Old-growth Mahogany Discovered
In antique period furniture, mahogany is king. Sure there are areas where walnut was a popular choice among wealthy patrons of the day, but for the most part, prior to the Chippendale period work in and around Philadelphia, mahogany was the wood that woodworkers wanted to work and the “well-to-do” desired. And swietenia macrophylla (Honduran mahogany) was, and is, the best mahogany.
Yes, we can get swietenia macrophylla today, but it’s not the same lumber used back in the day. In fact, any lumber used in the 1700s is different from what we have available today. Unless, that is, you get your hands on some of the original old-growth stock. Then you’ll experience the exorbitant number of growth rings per inch , I’m told the rings per inch in old-growth mahogany lumber can be around 40 , 60 (as high as 100) whereas the rings in mahogany harvested today, lumber that is considered very dense, stands near 25.

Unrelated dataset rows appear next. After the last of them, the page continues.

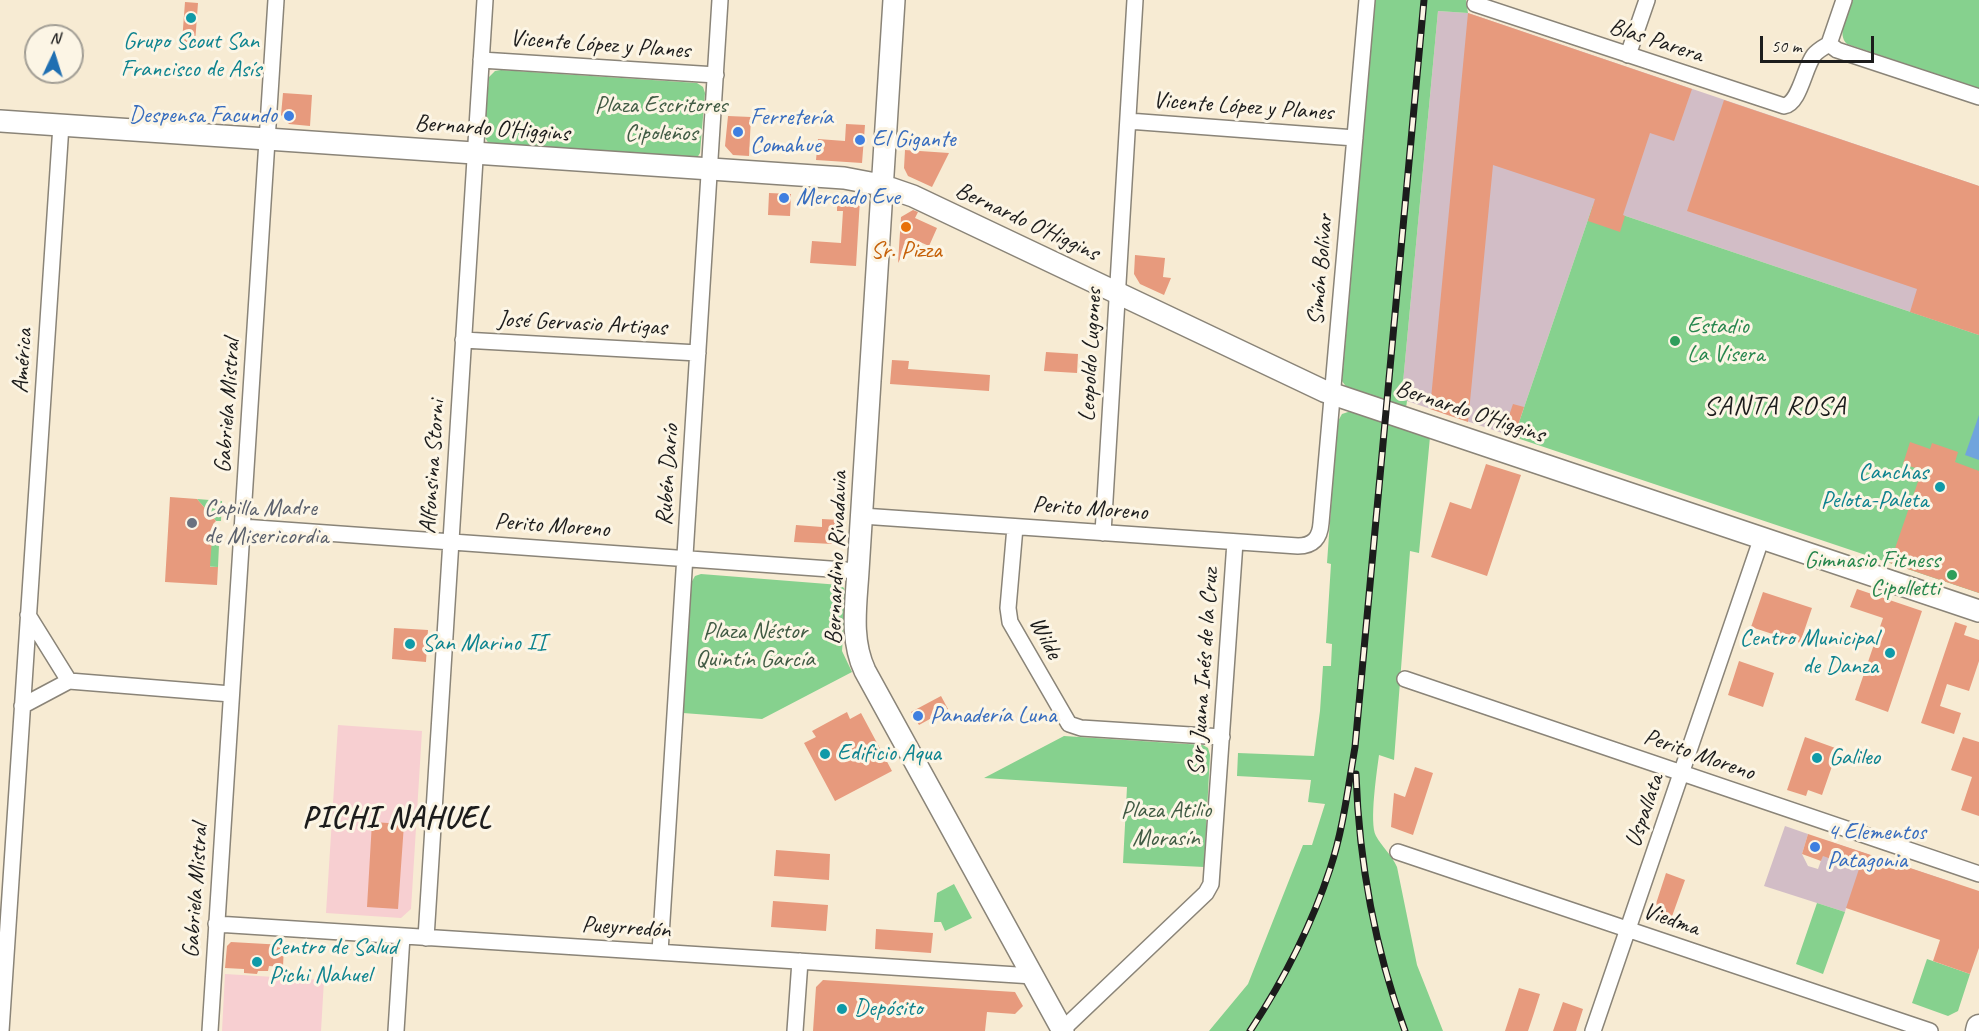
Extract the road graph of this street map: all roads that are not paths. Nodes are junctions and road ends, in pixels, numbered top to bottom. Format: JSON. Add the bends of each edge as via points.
{"nodes":[{"id":1,"x":276,"y":0,"type":"edge"},
{"id":2,"x":485,"y":0,"type":"edge"},
{"id":3,"x":720,"y":0,"type":"edge"},
{"id":4,"x":894,"y":0,"type":"edge"},
{"id":5,"x":1135,"y":0,"type":"edge"},
{"id":6,"x":1367,"y":0,"type":"edge"},
{"id":7,"x":1647,"y":0,"type":"edge"},
{"id":8,"x":1844,"y":0,"type":"edge"},
{"id":9,"x":1476,"y":4,"type":"dead end"},
{"id":10,"x":1829,"y":44,"type":"junction"},
{"id":11,"x":1628,"y":55,"type":"junction"},
{"id":12,"x":481,"y":60,"type":"junction"},
{"id":13,"x":716,"y":75,"type":"junction"},
{"id":14,"x":1979,"y":97,"type":"edge"},
{"id":15,"x":0,"y":121,"type":"edge"},
{"id":16,"x":1128,"y":122,"type":"junction"},
{"id":17,"x":61,"y":125,"type":"junction"},
{"id":18,"x":1355,"y":138,"type":"junction"},
{"id":19,"x":268,"y":139,"type":"junction"},
{"id":20,"x":475,"y":153,"type":"junction"},
{"id":21,"x":710,"y":169,"type":"junction"},
{"id":22,"x":881,"y":185,"type":"junction"},
{"id":23,"x":1118,"y":293,"type":"junction"},
{"id":24,"x":463,"y":340,"type":"junction"},
{"id":25,"x":698,"y":353,"type":"junction"},
{"id":26,"x":1333,"y":394,"type":"junction"},
{"id":27,"x":862,"y":516,"type":"junction"},
{"id":28,"x":242,"y":527,"type":"junction"},
{"id":29,"x":1014,"y":527,"type":"junction"},
{"id":30,"x":1103,"y":533,"type":"junction"},
{"id":31,"x":1762,"y":537,"type":"junction"},
{"id":32,"x":451,"y":542,"type":"junction"},
{"id":33,"x":1235,"y":542,"type":"junction"},
{"id":34,"x":1314,"y":542,"type":"joint"},
{"id":35,"x":685,"y":559,"type":"junction"},
{"id":36,"x":858,"y":571,"type":"junction"},
{"id":37,"x":1979,"y":611,"type":"edge"},
{"id":38,"x":28,"y":615,"type":"junction"},
{"id":39,"x":1405,"y":679,"type":"dead end"},
{"id":40,"x":69,"y":681,"type":"junction"},
{"id":41,"x":231,"y":694,"type":"junction"},
{"id":42,"x":22,"y":706,"type":"junction"},
{"id":43,"x":1222,"y":737,"type":"junction"},
{"id":44,"x":1682,"y":773,"type":"junction"},
{"id":45,"x":1398,"y":852,"type":"dead end"},
{"id":46,"x":1979,"y":874,"type":"edge"},
{"id":47,"x":4,"y":910,"type":"edge"},
{"id":48,"x":216,"y":924,"type":"junction"},
{"id":49,"x":1628,"y":929,"type":"junction"},
{"id":50,"x":402,"y":936,"type":"junction"},
{"id":51,"x":426,"y":938,"type":"junction"},
{"id":52,"x":660,"y":952,"type":"junction"},
{"id":53,"x":800,"y":961,"type":"junction"},
{"id":54,"x":1033,"y":976,"type":"junction"},
{"id":55,"x":1,"y":1031,"type":"edge"},
{"id":56,"x":210,"y":1031,"type":"edge"},
{"id":57,"x":396,"y":1031,"type":"edge"},
{"id":58,"x":795,"y":1031,"type":"edge"},
{"id":59,"x":1063,"y":1031,"type":"edge"},
{"id":60,"x":1593,"y":1031,"type":"edge"},
{"id":61,"x":1930,"y":1031,"type":"edge"}],
"edges":[{"from":1,"to":19,"type":"street","name":"Gabriela Mistral"},
{"from":2,"to":12,"type":"street","name":"Alfonsina Storni"},
{"from":3,"to":13,"type":"street","name":"Rubén Darío"},
{"from":4,"to":22,"type":"main road","name":"Bernardino Rivadavia"},
{"from":5,"to":16,"type":"street","name":"Leopoldo Lugones"},
{"from":6,"to":18,"type":"street","name":"Simón Bolívar"},
{"from":7,"to":11,"type":"street"},
{"from":8,"to":10,"type":"street"},
{"from":9,"to":11,"type":"street","name":"Blas Parera"},
{"from":10,"to":11,"type":"street","name":"Blas Parera","via":[[1813,57],[1789,106],[1779,106]]},
{"from":10,"to":14,"type":"street"},
{"from":12,"to":13,"type":"street","name":"Vicente López y Planes"},
{"from":12,"to":20,"type":"street","name":"Alfonsina Storni"},
{"from":13,"to":21,"type":"street","name":"Rubén Darío"},
{"from":15,"to":17,"type":"main road","name":"Bernardo O'Higgins"},
{"from":16,"to":18,"type":"street","name":"Vicente López y Planes"},
{"from":16,"to":23,"type":"street","name":"Leopoldo Lugones"},
{"from":17,"to":19,"type":"main road","name":"Bernardo O'Higgins"},
{"from":17,"to":38,"type":"street","name":"América"},
{"from":18,"to":26,"type":"street","name":"Simón Bolívar"},
{"from":19,"to":20,"type":"main road","name":"Bernardo O'Higgins"},
{"from":19,"to":28,"type":"street","name":"Gabriela Mistral"},
{"from":20,"to":21,"type":"main road","name":"Bernardo O'Higgins"},
{"from":20,"to":24,"type":"street","name":"Alfonsina Storni"},
{"from":21,"to":22,"type":"main road","name":"Bernardo O'Higgins","via":[[844,178]]},
{"from":21,"to":25,"type":"street","name":"Rubén Darío"},
{"from":22,"to":23,"type":"main road","name":"Bernardo O'Higgins","via":[[913,196]]},
{"from":22,"to":27,"type":"main road","name":"Bernardino Rivadavia"},
{"from":23,"to":26,"type":"main road","name":"Bernardo O'Higgins"},
{"from":23,"to":30,"type":"street","name":"Leopoldo Lugones"},
{"from":24,"to":25,"type":"street","name":"José Gervasio Artigas"},
{"from":24,"to":32,"type":"street","name":"Alfonsina Storni"},
{"from":25,"to":35,"type":"street","name":"Rubén Darío"},
{"from":26,"to":31,"type":"main road","name":"Bernardo O'Higgins"},
{"from":26,"to":34,"type":"street","name":"Simón Bolívar","via":[[1321,529]]},
{"from":27,"to":29,"type":"street","name":"Perito Moreno"},
{"from":27,"to":36,"type":"main road","name":"Bernardino Rivadavia"},
{"from":28,"to":32,"type":"street","name":"Perito Moreno"},
{"from":28,"to":41,"type":"street","name":"Gabriela Mistral"},
{"from":29,"to":30,"type":"street","name":"Perito Moreno"},
{"from":29,"to":43,"type":"street","name":"Wilde","via":[[1010,622],[1065,719],[1084,729]]},
{"from":30,"to":33,"type":"street","name":"Perito Moreno"},
{"from":31,"to":37,"type":"main road","name":"Bernardo O'Higgins"},
{"from":31,"to":44,"type":"street","name":"Uspallata"},
{"from":32,"to":35,"type":"street","name":"Perito Moreno"},
{"from":32,"to":51,"type":"street","name":"Alfonsina Storni"},
{"from":33,"to":34,"type":"street","name":"Perito Moreno","via":[[1301,546]]},
{"from":33,"to":43,"type":"street","name":"Sor Juana Inés de la Cruz"},
{"from":35,"to":36,"type":"street","name":"Perito Moreno"},
{"from":35,"to":52,"type":"street","name":"Rubén Darío"},
{"from":36,"to":54,"type":"main road","name":"Bernardino Rivadavia","via":[[855,638],[860,661]]},
{"from":38,"to":40,"type":"street"},
{"from":38,"to":42,"type":"street","name":"América"},
{"from":39,"to":44,"type":"street","name":"Perito Moreno"},
{"from":40,"to":41,"type":"street"},
{"from":40,"to":42,"type":"street"},
{"from":41,"to":48,"type":"street","name":"Gabriela Mistral"},
{"from":42,"to":47,"type":"street","name":"América"},
{"from":43,"to":59,"type":"street","name":"Sor Juana Inés de la Cruz","via":[[1211,884]]},
{"from":44,"to":46,"type":"street","name":"Perito Moreno"},
{"from":44,"to":49,"type":"street","name":"Uspallata"},
{"from":45,"to":49,"type":"street","name":"Viedma"},
{"from":47,"to":55,"type":"street","name":"América"},
{"from":48,"to":50,"type":"street","name":"Pueyrredón"},
{"from":48,"to":56,"type":"street","name":"Gabriela Mistral"},
{"from":49,"to":60,"type":"street","name":"Uspallata"},
{"from":49,"to":61,"type":"street","name":"Viedma"},
{"from":50,"to":51,"type":"street","name":"Pueyrredón"},
{"from":50,"to":57,"type":"street"},
{"from":51,"to":52,"type":"street","name":"Pueyrredón"},
{"from":52,"to":53,"type":"street","name":"Pueyrredón"},
{"from":53,"to":54,"type":"street","name":"Pueyrredón"},
{"from":53,"to":58,"type":"street"},
{"from":54,"to":59,"type":"main road","name":"Bernardino Rivadavia"}]}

So how can you, as a reproduction furniture maker (or someone who wants to work with fantastic mahogany), get your hands on old-growth lumber? That’s what this entry is all about.
In 2007, a group of scuba divers, wood experts and businessmen formed a company in Belize to salvage exotic tropical logs from the country’s waterways. That company is Greener Logs Limited.
The logs being salvaged have been on the bottom of the waterways for up to 200 years and the supply is quite large. How large? In the day, trees were felled and held in the bends of the waterway to wait until a shipper, at the river’s end, was ready for a load. Then, the chains used to hold back the logs would be released and the logs traveled down the river to the shippers.
The owners of Greener Logs Limited came across Forest Service studies done in 1997 that compared original logger records to the shipper’s records to determine the number of trees lost along the journey. It’s suspected that as much as 50 percent of the logs harvested never made it down the rivers to the coast. It’s almost as if Mother Nature knew what was about to happen to the rain forests and created a stash for us to find centuries later.
Around August 8, 2009 the first 20′ container of logs was imported by Greener Lumber, LLC and made its way into port in Alabama. On the next leg of the journey, the logs were trucked to Cardwell Lumber, a mill in Central Missouri, where eight mahogany logs (along with some sapodilla, santa maria and bullet tree logs) were sawn for lumber. The logs produced 1,400 board feet of mahogany and 3,700 board feet of lumber total. A single piece of fiddleback mahogany came in around 19″ wide.
The lumber was actually steaming as it was sawn. That indicates that the logs shipped in at much higher moisture content than was expected, even after sitting out of the water since March. According to the sawyer, the drying process will be “low and slow” and it looks like mid to late October before the first load is coming out of the kiln.
Check back for more information. I’m getting regular weekly updates on this lumber. One of the questions I have, and I know you have, is about the cost of this lumber. I posed this question to my contact and am awaiting a response. I can tell you that you’ll have to get your hands deep into your pockets. I don’t expect this mahogany “gold” to be over-priced, just reasonably priced. And that’s not going to be $10 per board foot.